### TASK DETAILS
Only lines that contain the string "Ottilie" should be returned from the material below.

================

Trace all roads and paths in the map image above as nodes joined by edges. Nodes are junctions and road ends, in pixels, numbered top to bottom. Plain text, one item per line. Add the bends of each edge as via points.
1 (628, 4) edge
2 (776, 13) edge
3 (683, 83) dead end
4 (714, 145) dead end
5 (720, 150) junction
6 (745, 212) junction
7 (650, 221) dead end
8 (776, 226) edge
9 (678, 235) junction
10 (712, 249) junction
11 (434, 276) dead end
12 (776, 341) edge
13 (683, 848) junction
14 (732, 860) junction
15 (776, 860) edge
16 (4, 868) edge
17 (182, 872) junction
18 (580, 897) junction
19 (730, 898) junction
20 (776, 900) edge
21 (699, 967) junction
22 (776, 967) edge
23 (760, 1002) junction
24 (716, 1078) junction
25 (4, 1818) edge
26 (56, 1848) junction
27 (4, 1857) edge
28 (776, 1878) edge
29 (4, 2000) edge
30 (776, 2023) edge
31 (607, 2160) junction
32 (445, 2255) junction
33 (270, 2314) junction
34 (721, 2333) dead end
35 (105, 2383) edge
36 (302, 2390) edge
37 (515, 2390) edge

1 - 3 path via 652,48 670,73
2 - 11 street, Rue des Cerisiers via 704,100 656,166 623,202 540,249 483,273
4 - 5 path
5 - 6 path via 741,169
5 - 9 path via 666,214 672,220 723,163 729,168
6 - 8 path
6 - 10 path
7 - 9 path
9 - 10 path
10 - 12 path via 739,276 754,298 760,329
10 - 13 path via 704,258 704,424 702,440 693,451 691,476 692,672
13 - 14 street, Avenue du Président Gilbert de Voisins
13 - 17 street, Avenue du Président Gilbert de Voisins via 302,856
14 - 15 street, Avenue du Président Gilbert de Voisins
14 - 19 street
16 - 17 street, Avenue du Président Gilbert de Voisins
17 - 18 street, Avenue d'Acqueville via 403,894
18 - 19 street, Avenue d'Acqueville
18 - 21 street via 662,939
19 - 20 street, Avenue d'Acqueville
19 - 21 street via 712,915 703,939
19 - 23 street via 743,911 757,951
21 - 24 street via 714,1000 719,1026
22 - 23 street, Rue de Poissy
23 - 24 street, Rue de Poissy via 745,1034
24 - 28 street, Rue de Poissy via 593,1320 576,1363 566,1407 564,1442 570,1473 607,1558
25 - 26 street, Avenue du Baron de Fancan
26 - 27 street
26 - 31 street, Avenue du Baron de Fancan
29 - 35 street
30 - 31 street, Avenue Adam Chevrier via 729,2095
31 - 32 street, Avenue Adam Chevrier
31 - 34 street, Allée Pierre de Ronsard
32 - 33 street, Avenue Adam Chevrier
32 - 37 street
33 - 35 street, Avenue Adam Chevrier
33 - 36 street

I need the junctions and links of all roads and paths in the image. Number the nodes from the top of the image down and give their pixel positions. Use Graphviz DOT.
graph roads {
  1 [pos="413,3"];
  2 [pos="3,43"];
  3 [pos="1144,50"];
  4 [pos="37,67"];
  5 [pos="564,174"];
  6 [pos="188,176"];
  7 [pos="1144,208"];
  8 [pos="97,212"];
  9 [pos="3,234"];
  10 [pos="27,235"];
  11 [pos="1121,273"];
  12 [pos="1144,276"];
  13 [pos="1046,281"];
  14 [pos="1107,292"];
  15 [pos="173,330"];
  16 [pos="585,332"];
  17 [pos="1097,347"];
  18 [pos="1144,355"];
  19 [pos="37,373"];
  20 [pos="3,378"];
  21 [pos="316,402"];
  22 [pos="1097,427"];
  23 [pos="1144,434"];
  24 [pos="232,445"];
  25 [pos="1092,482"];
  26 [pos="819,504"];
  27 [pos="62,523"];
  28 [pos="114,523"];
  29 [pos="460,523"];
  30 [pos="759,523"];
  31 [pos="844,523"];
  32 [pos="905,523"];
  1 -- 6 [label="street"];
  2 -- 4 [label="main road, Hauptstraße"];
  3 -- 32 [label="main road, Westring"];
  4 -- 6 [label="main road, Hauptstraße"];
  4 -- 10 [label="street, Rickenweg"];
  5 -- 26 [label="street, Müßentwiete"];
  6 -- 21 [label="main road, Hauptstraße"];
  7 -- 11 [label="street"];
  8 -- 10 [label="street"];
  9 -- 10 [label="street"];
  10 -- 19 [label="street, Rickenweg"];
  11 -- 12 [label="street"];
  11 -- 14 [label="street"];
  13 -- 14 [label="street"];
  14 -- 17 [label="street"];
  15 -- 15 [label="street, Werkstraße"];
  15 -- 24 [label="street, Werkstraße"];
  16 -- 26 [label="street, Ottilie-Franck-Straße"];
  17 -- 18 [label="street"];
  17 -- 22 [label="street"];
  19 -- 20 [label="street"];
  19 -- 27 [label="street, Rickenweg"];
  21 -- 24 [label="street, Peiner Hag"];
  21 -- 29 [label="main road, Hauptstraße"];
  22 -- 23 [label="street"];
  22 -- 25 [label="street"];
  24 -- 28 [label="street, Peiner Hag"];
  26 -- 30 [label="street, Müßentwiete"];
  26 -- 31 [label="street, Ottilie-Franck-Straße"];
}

================

### ANSWER SPACE
  16 -- 26 [label="street, Ottilie-Franck-Straße"];
  26 -- 31 [label="street, Ottilie-Franck-Straße"];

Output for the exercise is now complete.